Authorities in the Indian capital have banned the sale of Maggi noodles for 15 days after high levels of lead were found in batches tested in Delhi and the state of Uttar Pradesh.
The government has ordered countrywide tests of Maggi noodle samples amid a growing food-safety scare.
Several major grocery chains have already taken India’s favourite noodles off the shelves.
Nestle India has denied that their noodles are unsafe or unhealthy.
Maggi is a big seller for Nestle in India, with annual sales of about 15bn rupees ($235m; £149m).
It is hugely popular with school and college students, and Nestle’s “two-minute” advertising campaign stressing the ease of cooking the instant noodles have made it a household name in India.

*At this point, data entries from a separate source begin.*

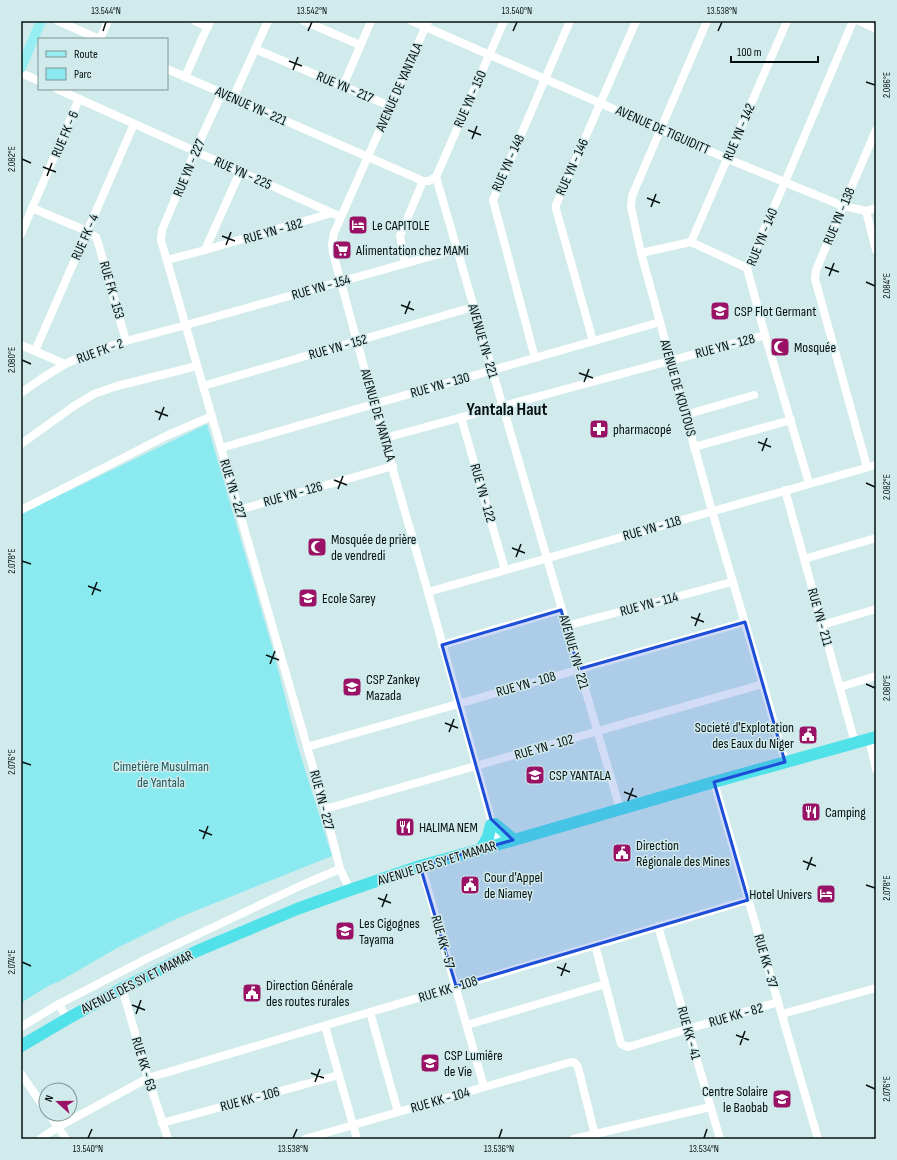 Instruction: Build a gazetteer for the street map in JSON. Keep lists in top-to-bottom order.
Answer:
{
  "streets": {
    "highway": ["AVENUE DES SY ET MAMAR"],
    "street": [
      "RUE YN - 217",
      "AVENUE DE YANTALA",
      "RUE YN - 150",
      "AVENUE YN- 221",
      "AVENUE DE TIGUIDITT",
      "RUE YN - 142",
      "RUE FK - 6",
      "RUE YN - 148",
      "RUE YN - 146",
      "RUE YN - 227",
      "RUE YN - 225",
      "RUE YN - 138",
      "RUE YN - 182",
      "RUE FK - 4",
      "RUE YN - 140",
      "RUE YN - 154",
      "RUE FK - 153",
      "RUE YN - 128",
      "RUE YN - 152",
      "RUE FK - 2",
      "RUE YN - 130",
      "AVENUE DE KOUTOUS",
      "RUE YN - 122",
      "RUE YN - 126",
      "RUE YN - 118",
      "RUE YN - 114",
      "RUE YN - 211",
      "RUE YN - 108",
      "RUE YN - 102",
      "RUE KK - 57",
      "RUE KK - 37",
      "RUE KK - 108",
      "RUE KK - 82",
      "RUE KK - 41",
      "RUE KK - 63",
      "RUE KK - 106",
      "RUE KK - 104"
    ]
  },
  "crossings": [
    ["RUE YN - 217", "AVENUE DE YANTALA"],
    ["AVENUE DE YANTALA", "AVENUE YN- 221"],
    ["AVENUE DE YANTALA", "AVENUE DE TIGUIDITT"],
    ["AVENUE DE YANTALA", "RUE YN - 225"],
    ["AVENUE DE YANTALA", "RUE YN - 154"],
    ["AVENUE DE YANTALA", "RUE YN - 128"],
    ["AVENUE DE YANTALA", "RUE YN - 152"],
    ["AVENUE DE YANTALA", "RUE YN - 130"],
    ["AVENUE DE YANTALA", "RUE YN - 126"],
    ["AVENUE DE YANTALA", "RUE YN - 118"],
    ["AVENUE DE YANTALA", "RUE YN - 108"],
    ["AVENUE DE YANTALA", "RUE YN - 102"],
    ["AVENUE DE YANTALA", "AVENUE DES SY ET MAMAR"],
    ["RUE YN - 150", "AVENUE YN- 221"],
    ["RUE YN - 150", "AVENUE DE TIGUIDITT"],
    ["AVENUE YN- 221", "RUE YN - 227"],
    ["AVENUE YN- 221", "RUE YN - 154"],
    ["AVENUE YN- 221", "RUE YN - 128"],
    ["AVENUE YN- 221", "RUE YN - 152"],
    ["AVENUE YN- 221", "RUE YN - 130"],
    ["AVENUE YN- 221", "RUE YN - 118"],
    ["AVENUE YN- 221", "RUE YN - 114"],
    ["AVENUE YN- 221", "RUE YN - 108"],
    ["AVENUE YN- 221", "RUE YN - 102"],
    ["AVENUE YN- 221", "AVENUE DES SY ET MAMAR"],
    ["AVENUE DE TIGUIDITT", "RUE YN - 142"],
    ["AVENUE DE TIGUIDITT", "RUE YN - 148"],
    ["AVENUE DE TIGUIDITT", "RUE YN - 146"],
    ["AVENUE DE TIGUIDITT", "RUE YN - 138"],
    ["AVENUE DE TIGUIDITT", "RUE YN - 140"],
    ["AVENUE DE TIGUIDITT", "AVENUE DE KOUTOUS"],
    ["RUE FK - 6", "RUE YN - 225"],
    ["RUE FK - 6", "RUE FK - 153"],
    ["RUE YN - 148", "RUE YN - 130"],
    ["RUE YN - 146", "RUE YN - 130"],
    ["RUE YN - 227", "RUE YN - 225"],
    ["RUE YN - 227", "RUE YN - 182"],
    ["RUE YN - 227", "RUE YN - 154"],
    ["RUE YN - 227", "RUE YN - 152"],
    ["RUE YN - 227", "RUE FK - 2"],
    ["RUE YN - 227", "RUE YN - 130"],
    ["RUE YN - 227", "RUE YN - 126"],
    ["RUE YN - 227", "RUE YN - 108"],
    ["RUE YN - 227", "RUE YN - 102"],
    ["RUE YN - 227", "AVENUE DES SY ET MAMAR"],
    ["RUE YN - 225", "RUE YN - 182"],
    ["RUE YN - 225", "RUE FK - 4"],
    ["RUE YN - 138", "RUE YN - 118"],
    ["RUE FK - 4", "RUE FK - 153"],
    ["RUE YN - 140", "RUE YN - 128"],
    ["RUE YN - 140", "RUE YN - 118"],
    ["RUE YN - 154", "RUE FK - 2"],
    ["RUE FK - 153", "RUE FK - 2"],
    ["RUE YN - 128", "AVENUE DE KOUTOUS"],
    ["RUE YN - 128", "RUE YN - 122"],
    ["RUE YN - 130", "AVENUE DE KOUTOUS"],
    ["AVENUE DE KOUTOUS", "RUE YN - 118"],
    ["AVENUE DE KOUTOUS", "RUE YN - 114"],
    ["AVENUE DE KOUTOUS", "RUE YN - 108"],
    ["AVENUE DE KOUTOUS", "RUE YN - 102"],
    ["AVENUE DE KOUTOUS", "AVENUE DES SY ET MAMAR"],
    ["RUE YN - 122", "RUE YN - 118"],
    ["RUE YN - 118", "RUE YN - 211"],
    ["RUE YN - 211", "AVENUE DES SY ET MAMAR"],
    ["AVENUE DES SY ET MAMAR", "RUE KK - 57"],
    ["AVENUE DES SY ET MAMAR", "RUE KK - 37"],
    ["AVENUE DES SY ET MAMAR", "RUE KK - 63"],
    ["RUE KK - 57", "RUE KK - 108"],
    ["RUE KK - 57", "RUE KK - 104"],
    ["RUE KK - 37", "RUE KK - 108"],
    ["RUE KK - 37", "RUE KK - 82"],
    ["RUE KK - 108", "RUE KK - 41"],
    ["RUE KK - 108", "RUE KK - 63"],
    ["RUE KK - 82", "RUE KK - 41"],
    ["RUE KK - 63", "RUE KK - 106"]
  ],
  "districts": ["Yantala Haut"],
  "parks": ["Cimetière Musulman de Yantala"],
  "places": {
    "hotel": ["Le CAPITOLE", "Hotel Univers"],
    "supermarket": ["Alimentation chez MAMi"],
    "school or university": [
      "CSP Flot Germant",
      "Ecole Sarey",
      "CSP Zankey Mazada",
      "CSP YANTALA",
      "Les Cigognes Tayama",
      "CSP Lumiêre de Vie",
      "Centre Solaire le Baobab"
    ],
    "mosque": ["Mosquée", "Mosquée de prière de vendredi"],
    "pharmacy": ["pharmacopé"],
    "public building": [
      "Societé d'Explotation des Eaux du Niger",
      "Direction Régionale des Mines",
      "Cour d'Appel de Niamey",
      "Direction Générale des routes rurales"
    ],
    "restaurant": ["Camping", "HALIMA NEM"]
  },
  "legend": ["Route", "Parc"],
  "scale_bar": "100 m",
  "north": "left",
  "coordinates": [
    "13.544°N",
    "13.542°N",
    "13.540°N",
    "13.538°N",
    "2.086°E",
    "2.082°E",
    "2.084°E",
    "2.080°E",
    "2.078°E",
    "2.076°E",
    "2.074°E",
    "13.536°N",
    "13.534°N"
  ]
}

Some of India’s biggest Bollywood stars, including Amitabh Bachchan, Madhuri Dixit and Preity Zinta, have appeared in Maggi advertisements.

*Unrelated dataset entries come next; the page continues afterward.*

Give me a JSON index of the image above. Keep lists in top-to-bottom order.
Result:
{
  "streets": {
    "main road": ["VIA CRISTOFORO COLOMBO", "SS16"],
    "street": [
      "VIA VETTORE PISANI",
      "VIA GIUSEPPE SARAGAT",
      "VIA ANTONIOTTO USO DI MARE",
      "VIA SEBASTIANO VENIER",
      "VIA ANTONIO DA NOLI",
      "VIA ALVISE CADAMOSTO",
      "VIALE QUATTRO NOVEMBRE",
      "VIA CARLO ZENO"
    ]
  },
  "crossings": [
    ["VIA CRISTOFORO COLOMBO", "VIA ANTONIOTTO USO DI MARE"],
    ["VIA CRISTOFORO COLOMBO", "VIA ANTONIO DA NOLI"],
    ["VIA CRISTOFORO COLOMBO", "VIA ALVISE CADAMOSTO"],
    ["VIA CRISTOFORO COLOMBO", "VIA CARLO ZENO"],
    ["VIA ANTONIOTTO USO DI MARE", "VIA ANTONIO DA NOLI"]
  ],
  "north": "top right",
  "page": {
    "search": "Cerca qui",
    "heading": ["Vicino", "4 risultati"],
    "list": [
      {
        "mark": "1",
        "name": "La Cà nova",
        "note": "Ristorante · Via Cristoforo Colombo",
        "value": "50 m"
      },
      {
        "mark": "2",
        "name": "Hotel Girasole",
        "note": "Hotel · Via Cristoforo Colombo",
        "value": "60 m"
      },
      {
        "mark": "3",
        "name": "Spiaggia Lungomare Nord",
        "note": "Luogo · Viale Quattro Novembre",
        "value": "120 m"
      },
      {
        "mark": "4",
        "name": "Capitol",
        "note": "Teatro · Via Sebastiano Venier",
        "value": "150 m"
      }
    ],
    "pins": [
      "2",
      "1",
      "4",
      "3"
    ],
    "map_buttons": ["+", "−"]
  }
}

But Maggi noodles have been at the centre of a controversy since laboratory tests on two dozen packets in Uttar Pradesh last month found lead nearly seven times the permissible limits and excess levels of monosodium glutamate (MSG), a food additive.
On Wednesday, the company’s shares dropped more than 10% in early trading on the Bombay Stock Exchange after the Delhi government said its food inspectors had found higher levels of lead than permitted in most of the samples tested.
“Tests in Delhi showed that 10 out of 13 samples contained lead beyond the permissible limits. Once we have all the results, Nestle India will be given an opportunity to explain,” news agency AFP quoted Food and Consumer Affairs Ministry official G Gurucharan as saying.
“Samples have been tested from all across the country, we are getting the results one by one.”
The authorities said five samples were also found to contain MSG, commonly used as a flavour enhancer for Chinese food, canned vegetables, soups and meat.
MSG is not listed among the ingredients in Maggi noodles.
Meanwhile, authorities in the southern state of Kerala have stopped selling Maggi noodles at more than 1,000 government-run shops following the developments in Uttar Pradesh.
Food and Civil Supplies Minister Anoop Jacob’s office said the sale of the brand had been stopped temporarily until “the dispute is resolved”, the Press Trust of India reported.
A number of other states – Goa, Haryana, Gujarat, Karnataka and Tamil Nadu – have also ordered tests on Maggi noodles, reports say.
Nestle India, a subsidiary of Swiss-based Nestle SA, maintains it has strict safety and quality controls in place.
In a recent statement, it said it had had samples of its noodles tested in an internal and an external laboratory which had found the product “safe to eat”.
The company also said that it did not “add MSG to Maggi Noodles, and glutamate, if present, may come from naturally occurring sources”.
“We are surprised with the content supposedly found in the sample as we monitor the lead content regularly as a part of the regulatory requirements,” it added.